The Inside Story Behind MS08-067

This article explains the use of Windows Error Reporting (WER) crashes by Microsoft to identify (in 2008) a previously unknown exploit in use based on the crashes it sees. Reversing from a crash to an exploit to a vulnerability is difficult, especially when you don’t even know if the crashes are from failed exploits. This is not only a great story, but explains a relatively unknown defensive measure.

Georgia hacks back

(Editor’s note: This report is from 2012, but had not come to my attention until now). This report is probably the most open example ever of a government explaining it’s use of hacking back. In this report, people in the country of Georgia were under attack, so the Georgian government supplied the attacker’s own exploits back to him in order to RAT the attackers’ boxes.

Business

Zerodium offers $1M bounty for iOS 9 exploits

Zerodium announced that for a browser-based (or SMS) jailbreak exploit that does not require tethering for iOS 9, it will pay $1M.

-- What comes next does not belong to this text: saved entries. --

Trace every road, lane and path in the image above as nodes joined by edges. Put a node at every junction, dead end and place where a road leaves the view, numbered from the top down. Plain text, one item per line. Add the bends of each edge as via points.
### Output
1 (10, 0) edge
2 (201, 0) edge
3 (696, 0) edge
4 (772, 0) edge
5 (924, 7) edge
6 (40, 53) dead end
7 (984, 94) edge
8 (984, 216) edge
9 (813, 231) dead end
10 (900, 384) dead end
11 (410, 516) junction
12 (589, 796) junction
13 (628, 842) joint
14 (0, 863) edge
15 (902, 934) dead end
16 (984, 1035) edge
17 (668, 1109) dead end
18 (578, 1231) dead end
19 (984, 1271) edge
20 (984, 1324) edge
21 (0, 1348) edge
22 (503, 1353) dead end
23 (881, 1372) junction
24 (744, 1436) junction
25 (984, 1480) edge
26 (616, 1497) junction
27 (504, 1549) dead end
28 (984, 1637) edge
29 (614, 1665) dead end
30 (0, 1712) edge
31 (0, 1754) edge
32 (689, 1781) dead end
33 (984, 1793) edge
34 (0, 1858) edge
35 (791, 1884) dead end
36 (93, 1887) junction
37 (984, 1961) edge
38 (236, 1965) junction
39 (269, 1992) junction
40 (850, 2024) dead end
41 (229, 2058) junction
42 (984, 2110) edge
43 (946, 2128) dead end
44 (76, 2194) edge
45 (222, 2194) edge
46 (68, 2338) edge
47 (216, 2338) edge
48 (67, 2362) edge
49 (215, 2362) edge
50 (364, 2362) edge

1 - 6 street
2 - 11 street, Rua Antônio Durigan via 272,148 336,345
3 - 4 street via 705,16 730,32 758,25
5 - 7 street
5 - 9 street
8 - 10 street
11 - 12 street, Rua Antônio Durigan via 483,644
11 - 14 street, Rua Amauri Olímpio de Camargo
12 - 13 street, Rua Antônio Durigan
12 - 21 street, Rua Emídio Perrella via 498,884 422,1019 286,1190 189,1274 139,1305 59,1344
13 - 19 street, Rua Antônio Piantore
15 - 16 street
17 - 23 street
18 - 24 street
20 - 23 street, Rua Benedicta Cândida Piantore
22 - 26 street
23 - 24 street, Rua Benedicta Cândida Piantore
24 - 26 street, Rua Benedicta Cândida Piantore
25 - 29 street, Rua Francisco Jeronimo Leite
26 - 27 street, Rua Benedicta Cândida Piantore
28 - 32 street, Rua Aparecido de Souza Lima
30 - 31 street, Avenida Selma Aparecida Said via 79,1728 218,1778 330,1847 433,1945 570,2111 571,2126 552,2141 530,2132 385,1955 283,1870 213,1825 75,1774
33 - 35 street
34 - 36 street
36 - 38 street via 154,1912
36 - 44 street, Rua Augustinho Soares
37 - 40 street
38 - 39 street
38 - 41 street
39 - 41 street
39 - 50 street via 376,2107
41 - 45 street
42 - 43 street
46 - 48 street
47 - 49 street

“At least somebody has an iOS bug bounty.” Jonathan Zdziarski

Newspaper News

Obama announces ‘understanding’ with China’s Xi on cyber theft

President Xi of China met with President Obama in DC to discuss cyber espionage policies, among other topics (see this article). At the conclusion of the meeting, they agreed not to use hacking for economic espionage, but it is believed that nothing will change.

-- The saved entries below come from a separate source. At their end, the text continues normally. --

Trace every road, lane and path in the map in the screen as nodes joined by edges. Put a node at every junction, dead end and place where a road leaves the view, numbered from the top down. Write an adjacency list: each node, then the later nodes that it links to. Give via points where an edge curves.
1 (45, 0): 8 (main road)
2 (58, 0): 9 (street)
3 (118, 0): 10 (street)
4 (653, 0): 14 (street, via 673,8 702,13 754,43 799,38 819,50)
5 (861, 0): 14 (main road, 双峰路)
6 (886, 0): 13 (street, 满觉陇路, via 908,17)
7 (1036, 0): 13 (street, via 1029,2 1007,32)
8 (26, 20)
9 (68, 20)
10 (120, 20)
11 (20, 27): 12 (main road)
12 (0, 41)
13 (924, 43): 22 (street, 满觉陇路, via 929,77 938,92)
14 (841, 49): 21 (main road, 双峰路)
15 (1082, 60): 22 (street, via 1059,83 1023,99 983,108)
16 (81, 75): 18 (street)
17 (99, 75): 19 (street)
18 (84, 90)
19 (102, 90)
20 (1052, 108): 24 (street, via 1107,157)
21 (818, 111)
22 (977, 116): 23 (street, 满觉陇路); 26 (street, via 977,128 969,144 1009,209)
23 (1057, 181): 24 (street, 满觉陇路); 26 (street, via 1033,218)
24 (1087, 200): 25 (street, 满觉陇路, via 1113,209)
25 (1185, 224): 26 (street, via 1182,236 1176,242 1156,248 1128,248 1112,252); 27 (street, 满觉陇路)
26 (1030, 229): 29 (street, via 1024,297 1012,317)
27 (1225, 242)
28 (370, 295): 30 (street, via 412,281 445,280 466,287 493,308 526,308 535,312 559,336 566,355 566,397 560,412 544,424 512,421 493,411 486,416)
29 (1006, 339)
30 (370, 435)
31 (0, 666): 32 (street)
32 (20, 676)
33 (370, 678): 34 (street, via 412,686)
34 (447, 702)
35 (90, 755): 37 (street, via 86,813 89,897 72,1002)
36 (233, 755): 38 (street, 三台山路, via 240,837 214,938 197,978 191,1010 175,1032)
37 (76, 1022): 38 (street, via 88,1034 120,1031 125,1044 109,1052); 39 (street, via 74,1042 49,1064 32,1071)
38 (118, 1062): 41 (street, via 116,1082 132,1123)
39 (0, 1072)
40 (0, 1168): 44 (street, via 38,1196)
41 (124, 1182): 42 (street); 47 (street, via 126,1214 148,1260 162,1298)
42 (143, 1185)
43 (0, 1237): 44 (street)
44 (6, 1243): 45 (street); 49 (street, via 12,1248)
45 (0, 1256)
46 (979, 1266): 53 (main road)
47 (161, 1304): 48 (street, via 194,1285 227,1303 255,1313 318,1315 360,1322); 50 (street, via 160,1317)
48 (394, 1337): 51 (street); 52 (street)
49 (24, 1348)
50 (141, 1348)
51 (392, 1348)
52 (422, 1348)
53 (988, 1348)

To coincide with Xi’s visit, a report from ThreatConnect was released titled CameraShy that outs one of those responsible for some hacks from China. There is zero technical info in this report, and is purely a politically motivated attribution report.

DHS infosec chief: We should pull clearance of feds who fail phish test

On the one hand, if you aren’t being paranoid about protecting government secrets and access to them, then you shouldn’t have access to them. On the other hand, people are human and make mistakes.

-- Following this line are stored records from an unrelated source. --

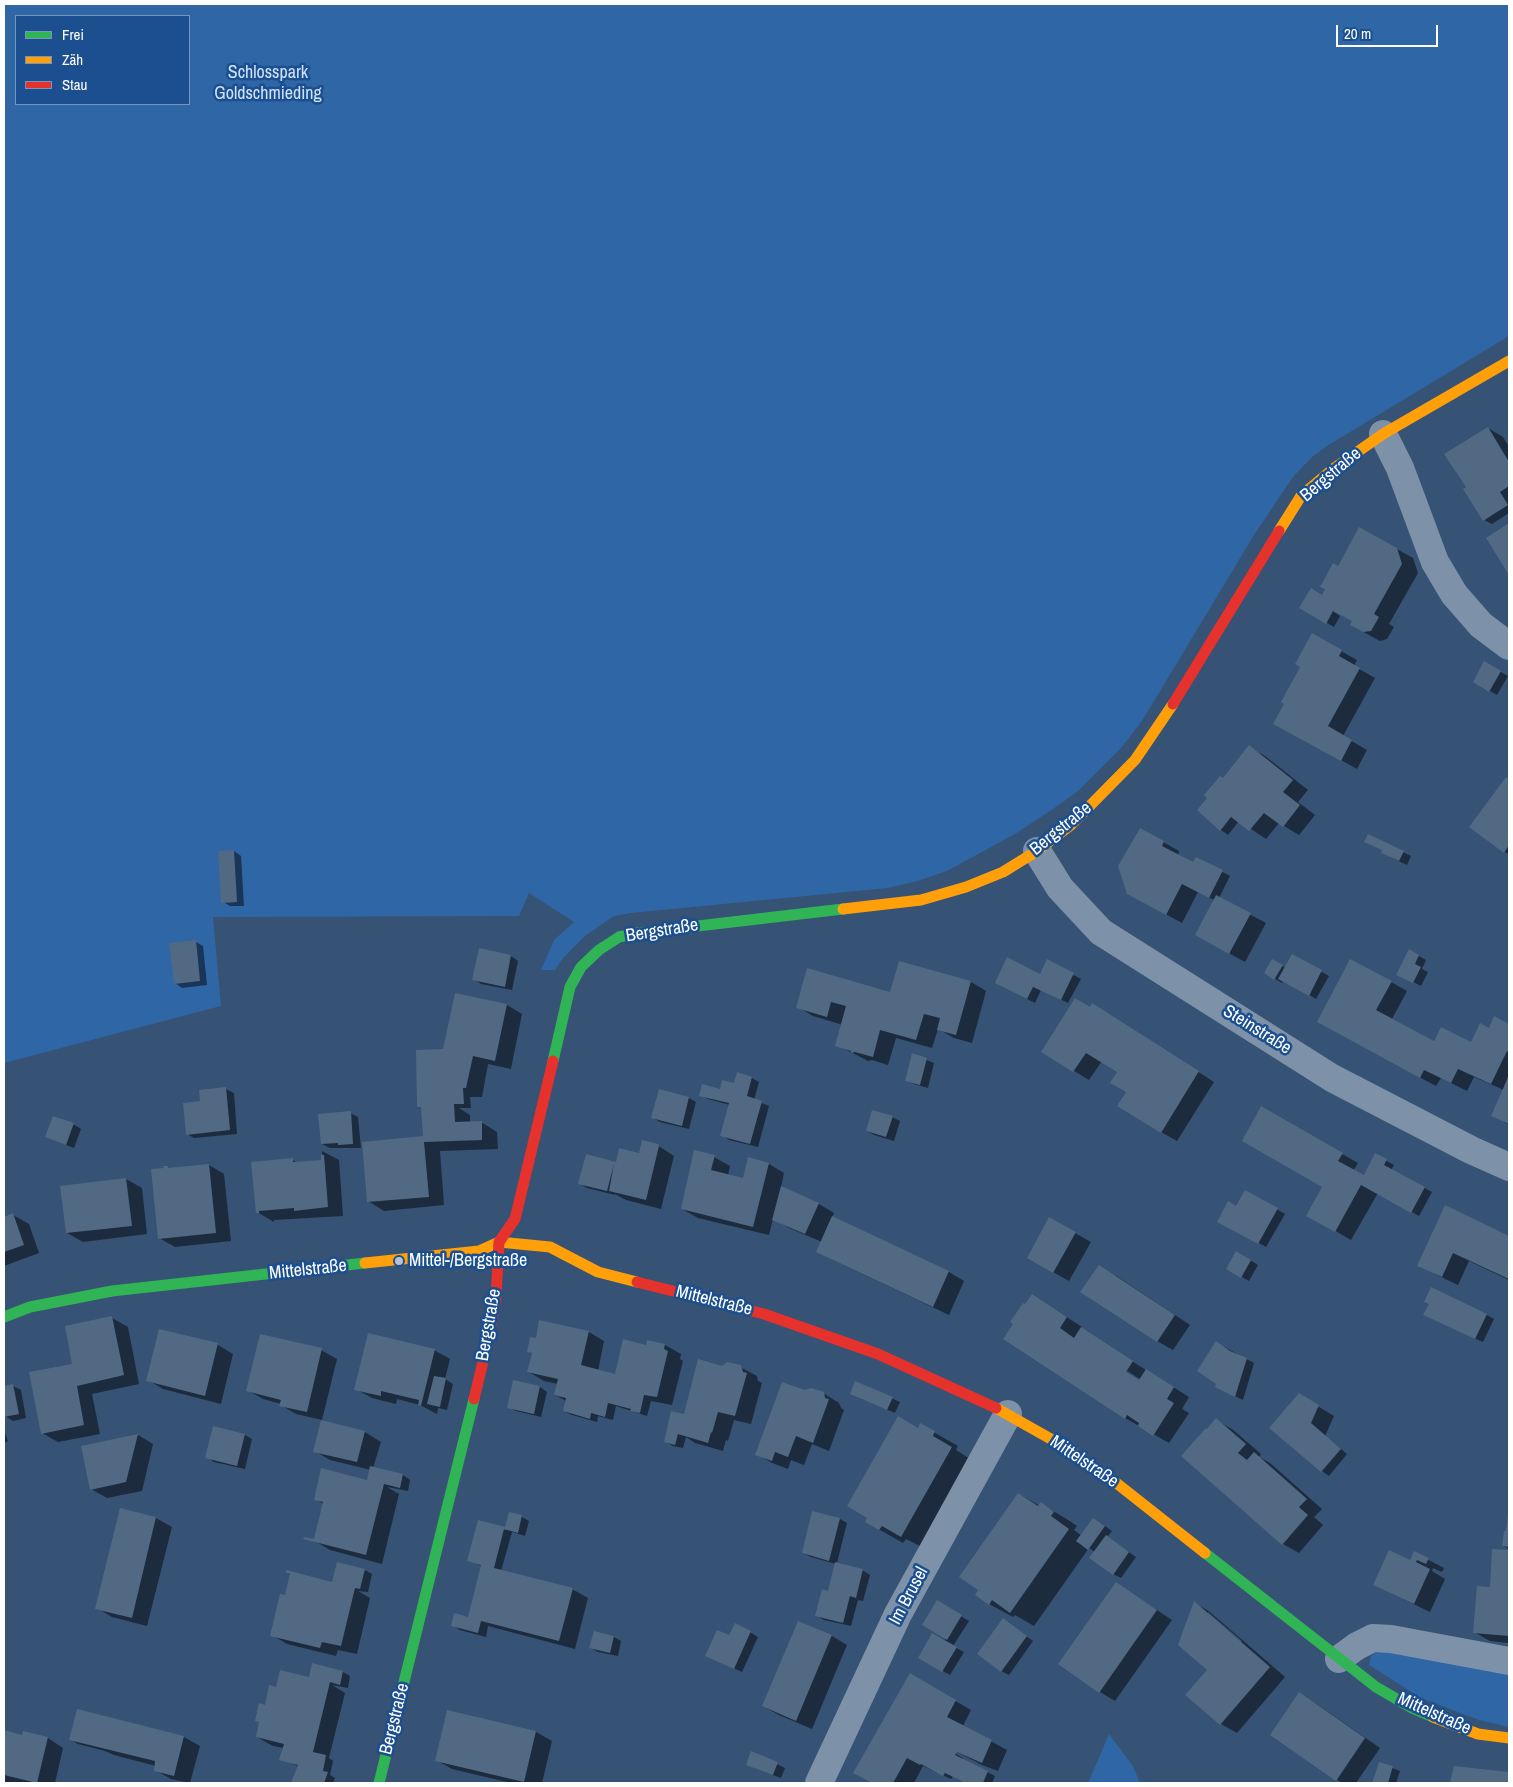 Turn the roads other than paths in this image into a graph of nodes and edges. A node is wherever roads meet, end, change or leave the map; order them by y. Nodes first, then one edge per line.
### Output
1 (1509, 361) edge
2 (1383, 434) junction
3 (1509, 646) edge
4 (1037, 852) junction
5 (1509, 1167) edge
6 (499, 1242) junction
7 (4, 1317) edge
8 (1008, 1414) junction
9 (1339, 1660) junction
10 (1509, 1661) edge
11 (1509, 1738) edge
12 (379, 1783) edge
13 (819, 1783) edge

1 - 2 street, Bergstraße
2 - 3 street
2 - 4 street, Bergstraße
4 - 5 street, Steinstraße
4 - 6 street, Bergstraße
6 - 7 street, Mittelstraße
6 - 8 street, Mittelstraße
6 - 12 street, Bergstraße
8 - 9 street, Mittelstraße
8 - 13 street, Im Brusel
9 - 10 street
9 - 11 street, Mittelstraße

Conference materials and publications

  • Framing Dependencies Introduced by Underground Commoditization: This is a survey paper that combines the research of many other papers to explain the current black-market cyber economy, specifically the different services that need to work together to create a complete “end product”, which is useful to understand since it can be more effective to disrupt one piece of a system than the piece which it is impacting you most directly.
  • Derbycon videos: Derbycon took place this week in Kentucky.
  • iOS App Reverse Engineering: Free 434 page book on reversing iOS apps.

Tools

  • Gryffin: Gryffin is a large scale web security scanning platform from Yahoo. It’s goal is to be able to be able to scan 100,000 applications by straightforward horizontal scaling. It supports plugins such as sqlmap and arachni. It includes functionality for page deduplication, and uses PhantomJS to render the DOM for better navigation to improve coverage.
  • 2015 Hex-Rays Plugin Winners: Every year Hex-Rays holds a contest for IDA Pro plugins. If you use IDA, you should skim this list.
  • Lemur: Open-source project from Netflix for x.509 certificate orchestration, meaning it acts as a broker between certificate authorities and internal deployment and management tools when you want to generate and use certificates.

Other reads

  • Kaspersky vulns: Tavis Ormandy posted some of the vulns he found in Kaspersky’s products. As has been seen elsewhere, AV products parse a lot of things, parsing lots of things often results in vulns, AV therefore has vulns. These become problematic because just scanning a file can result in exploitation. Exploitation is possible because unfortunately Kaspersky (and many AV vendors) do not compile their products with the compiler mitigations.
  • SSH bypass on Cisco: (CVE-2015-6280) The login to Cisco routers can be bypassed, allowing a remote attacker to be authenticated.